The central bank's decision last week to raise the benchmark
one-year lending rate by 27 basis points to 5.58 percent "will have as much
impact on the Chinese economy, as putting a bicycle in front of a speeding
locomotive," said researchers Bob Prince and Jason Rotenberg of Bridgewater
Associates, a Westport, Connecticut-based money manager.
How will a tiny
increase in interest rates curb overheating when draconian measures to cut bank
lending to aluminum, auto, cement, steel and real-estate companies have had only
a limited impact on the economy since they were introduced in
April?
Fixed-asset investments in China increased 28 percent from a year
earlier in September. The deceleration in the economy - gross domestic product
grew 9.1 percent in the third quarter, down from 9.6 percent in the previous
three months - was merely due to a statistical base effect, according to Dong
Tao, an economist at Credit Suisse First Boston in Hong Kong.
It is unlikely
to put the inflation genie back into the bottle with a token increase in rates,
when consumer prices have been rising close to a seven-year high of 5.3 percent
for four months.
Still, the interest-rate decision isn't without its
significance. To six strategists surveyed, the rate move came as a signal that
the Chinese currency will be allowed to trade more freely by the end of next
year.
The clue lies in what the central bank can - or can't - do next. One
argument is that now that the political debate on the merits of raising interest
rates has been resolved, the central bank, which last increased rates nine years
ago, will make bigger increases.
That won't be easy. If the Chinese interest
rates rise too much too fast, more foreign capital will flow into China.
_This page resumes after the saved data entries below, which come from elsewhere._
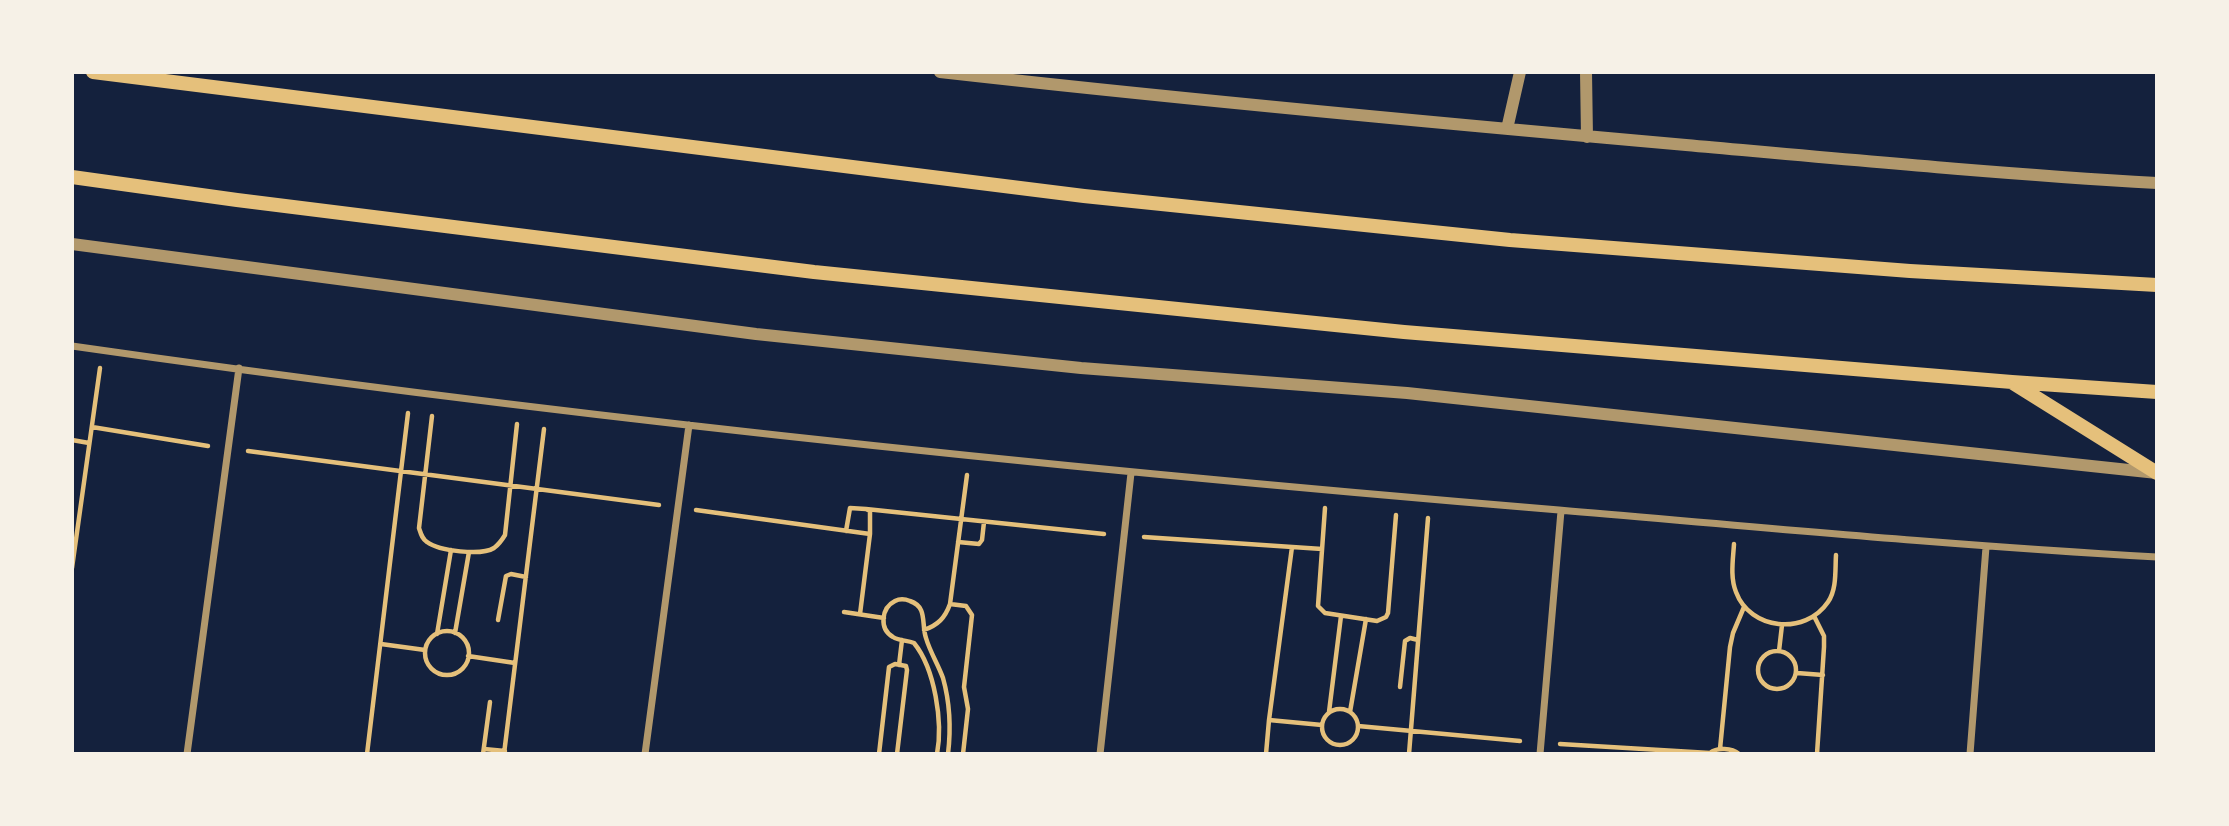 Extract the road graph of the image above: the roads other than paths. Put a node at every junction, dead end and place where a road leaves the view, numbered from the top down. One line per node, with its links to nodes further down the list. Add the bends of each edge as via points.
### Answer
1 (93, 72): 10 (main road, via 1084,196 1510,240)
2 (940, 72): 5 (street)
3 (1520, 72): 5 (street)
4 (1586, 72): 6 (street)
5 (1507, 129): 6 (street)
6 (1587, 136): 8 (street)
7 (72, 177): 13 (main road, via 814,272 1404,332)
8 (2157, 183)
9 (72, 244): 17 (street, via 757,334 1081,368 1407,393)
10 (2157, 285)
11 (72, 346): 12 (street)
12 (239, 369): 15 (street); 21 (street)
13 (2012, 382): 14 (main road); 17 (main road)
14 (2157, 392)
15 (689, 425): 16 (street); 22 (street)
16 (1131, 473): 18 (street); 23 (street)
17 (2157, 473)
18 (1561, 510): 19 (street); 24 (street)
19 (1986, 547): 20 (street); 25 (street)
20 (2157, 557)
21 (187, 754)
22 (645, 754)
23 (1100, 754)
24 (1540, 754)
25 (1970, 754)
The
central bank will have to buy the incoming dollars to maintain its "managed
floating" mechanism, adding more liquidity in the banking system.
"A flexible
exchange rate is needed," says Lehman Brothers economist Rob Subbaraman, "in
order to have policy independence in moving interest rates."
Government
controls on money coming into the country and leaving it aren't nearly as strict
as they need to be for China to avoid facing up to the reality of "impossible
trinity," an economic principle that says no country can simultaneously keep its
exchange rate fixed, its monetary policy independent and its capital markets
open to the world.
"China is excessively cheap and highly productive," said
Bridgewater's Prince and Rotenberg. "The problem will eventually be rectified by
a substantial exchange rate adjustment."